WHAT IS BEING ASKED:
While copying the entries exactly, leave out each picture they contain.
** DATASET RECORDS follows **
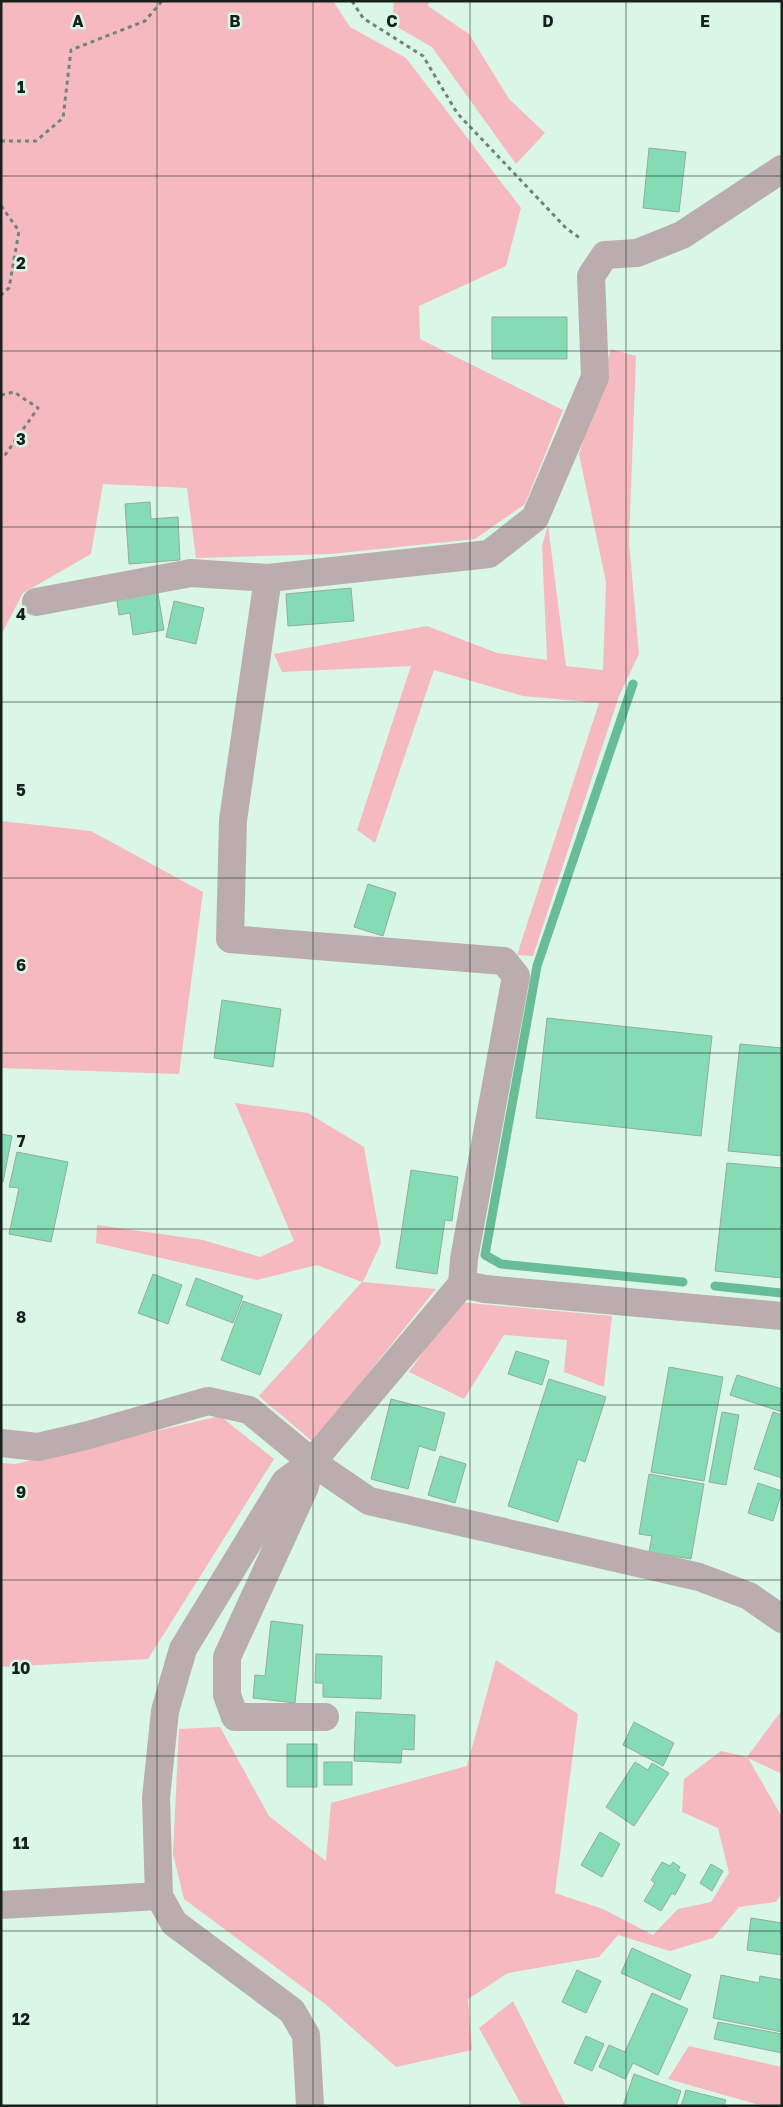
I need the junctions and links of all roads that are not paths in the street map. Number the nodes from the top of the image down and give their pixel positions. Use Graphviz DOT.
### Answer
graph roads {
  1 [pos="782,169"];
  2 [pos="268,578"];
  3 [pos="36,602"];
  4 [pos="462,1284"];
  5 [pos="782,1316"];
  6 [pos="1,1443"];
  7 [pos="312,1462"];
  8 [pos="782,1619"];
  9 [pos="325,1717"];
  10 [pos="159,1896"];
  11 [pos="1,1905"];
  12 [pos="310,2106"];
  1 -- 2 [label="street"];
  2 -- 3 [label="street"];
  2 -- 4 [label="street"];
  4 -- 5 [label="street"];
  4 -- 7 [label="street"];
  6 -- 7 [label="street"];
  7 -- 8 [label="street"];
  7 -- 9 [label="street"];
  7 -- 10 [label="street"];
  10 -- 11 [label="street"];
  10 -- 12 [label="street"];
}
** End of DATASET RECORDS **
WRITTEN ANSWER:
I need the junctions and links of all roads that are not paths in the street map. Number the nodes from the top of the image down and give their pixel positions. Use Graphviz DOT.
### Answer
graph roads {
  1 [pos="782,169"];
  2 [pos="268,578"];
  3 [pos="36,602"];
  4 [pos="462,1284"];
  5 [pos="782,1316"];
  6 [pos="1,1443"];
  7 [pos="312,1462"];
  8 [pos="782,1619"];
  9 [pos="325,1717"];
  10 [pos="159,1896"];
  11 [pos="1,1905"];
  12 [pos="310,2106"];
  1 -- 2 [label="street"];
  2 -- 3 [label="street"];
  2 -- 4 [label="street"];
  4 -- 5 [label="street"];
  4 -- 7 [label="street"];
  6 -- 7 [label="street"];
  7 -- 8 [label="street"];
  7 -- 9 [label="street"];
  7 -- 10 [label="street"];
  10 -- 11 [label="street"];
  10 -- 12 [label="street"];
}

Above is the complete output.